Senate debates
Thursday, 17 September 2009
Offshore Petroleum and Greenhouse Gas Storage Legislation Amendment Bill 2009; Offshore Petroleum and Greenhouse Gas Storage (Safety Levies) Amendment Bill 2009
In Committee
Bills—by leave—taken together and as a whole.
4:49 pm
Rachel Siewert (WA, Australian Greens) Share this | Link to this | Hansard source
I move Greens amendment (1) on sheet 5934:
(1) Schedule 1, item 62D, page 28 (after line 9), after subsection 780A(1), insert:
(1A) The terms of reference for a Commission of inquiry appointed under subsection (1) are taken to include the following:
(a) the resource management implications of the incident; and
(b) the environmental impact and potential impact of the incident; and
(c) an assessment of the management and effectiveness of responses to the incident, including the coordination of responses across the Commonwealth Government and across jurisdictions; and
(d) the provision and accessibility of relevant information to affected stakeholders and the public.

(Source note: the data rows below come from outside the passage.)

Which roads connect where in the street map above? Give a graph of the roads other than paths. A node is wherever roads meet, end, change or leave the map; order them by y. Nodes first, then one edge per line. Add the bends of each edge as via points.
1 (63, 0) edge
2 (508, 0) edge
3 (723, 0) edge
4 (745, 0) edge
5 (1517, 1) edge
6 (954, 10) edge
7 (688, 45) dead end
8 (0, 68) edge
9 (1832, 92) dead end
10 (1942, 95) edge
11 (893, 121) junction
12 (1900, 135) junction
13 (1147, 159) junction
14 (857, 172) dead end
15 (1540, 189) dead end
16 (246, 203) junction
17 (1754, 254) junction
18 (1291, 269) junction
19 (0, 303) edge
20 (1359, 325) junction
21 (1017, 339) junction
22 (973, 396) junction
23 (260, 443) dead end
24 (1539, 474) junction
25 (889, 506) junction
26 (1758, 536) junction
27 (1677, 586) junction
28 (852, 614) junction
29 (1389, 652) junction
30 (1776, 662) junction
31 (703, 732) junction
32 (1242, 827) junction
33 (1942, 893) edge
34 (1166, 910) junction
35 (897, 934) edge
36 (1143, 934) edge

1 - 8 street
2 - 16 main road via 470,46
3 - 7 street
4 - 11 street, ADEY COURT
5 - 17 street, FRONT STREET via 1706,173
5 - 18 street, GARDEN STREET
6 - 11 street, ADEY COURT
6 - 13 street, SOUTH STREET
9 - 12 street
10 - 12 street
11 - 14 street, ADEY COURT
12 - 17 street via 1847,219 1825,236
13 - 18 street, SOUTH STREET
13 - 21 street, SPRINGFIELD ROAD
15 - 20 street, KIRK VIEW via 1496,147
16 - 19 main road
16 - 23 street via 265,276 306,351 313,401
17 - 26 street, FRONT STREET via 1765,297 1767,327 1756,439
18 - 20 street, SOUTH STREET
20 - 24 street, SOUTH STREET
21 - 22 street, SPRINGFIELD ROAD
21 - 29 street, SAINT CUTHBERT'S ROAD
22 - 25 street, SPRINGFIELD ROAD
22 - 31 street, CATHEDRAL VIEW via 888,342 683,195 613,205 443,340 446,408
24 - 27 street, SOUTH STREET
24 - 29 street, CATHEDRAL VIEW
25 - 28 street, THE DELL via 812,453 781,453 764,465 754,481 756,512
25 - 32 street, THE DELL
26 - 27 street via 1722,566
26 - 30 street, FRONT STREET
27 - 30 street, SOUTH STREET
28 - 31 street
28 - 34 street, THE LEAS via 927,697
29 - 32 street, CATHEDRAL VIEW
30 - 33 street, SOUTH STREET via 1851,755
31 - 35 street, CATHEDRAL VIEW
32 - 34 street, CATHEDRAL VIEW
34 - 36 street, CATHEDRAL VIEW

This amendment relates to the issues that I mentioned in my speech on the second reading. It seeks to amend schedule 1, item 62D, by inserting further terms of reference for a commission of inquiry. In moving this amendment I will not go over the issues that I just went over a few seconds ago in my speech on the second reading but I would like to ask a couple of questions of the government, as I previously indicated. Firstly—and I am going on comments Minister Ferguson has made about intending to refer the Montara incident to be investigated under these provisions—does the government see that as its sole response in terms of an inquiry? I will ask that question first and go on from there later.
4:52 pm
Mark Arbib (NSW, Australian Labor Party, Minister Assisting the Prime Minister for Government Service Delivery) Share this | Link to this | Hansard source
I inform the committee that the government opposes the Greens amendment moved by Senator Siewert. The government’s purpose in giving the responsible minister the power to appoint a commissioner is to enable an independent inquiry into the operational, human and regulatory factors relating to a significant offshore petroleum or greenhouse gas incident, a power the minister does not presently have. Undoubtedly a minister establishing a commission of inquiry would take a broad view of the issues to be considered in any proper consideration of the operational, human and regulatory factors relating to the incident, the subject of the inquiry. The minister would want to ensure that all the lessons that could be learnt were in fact learnt.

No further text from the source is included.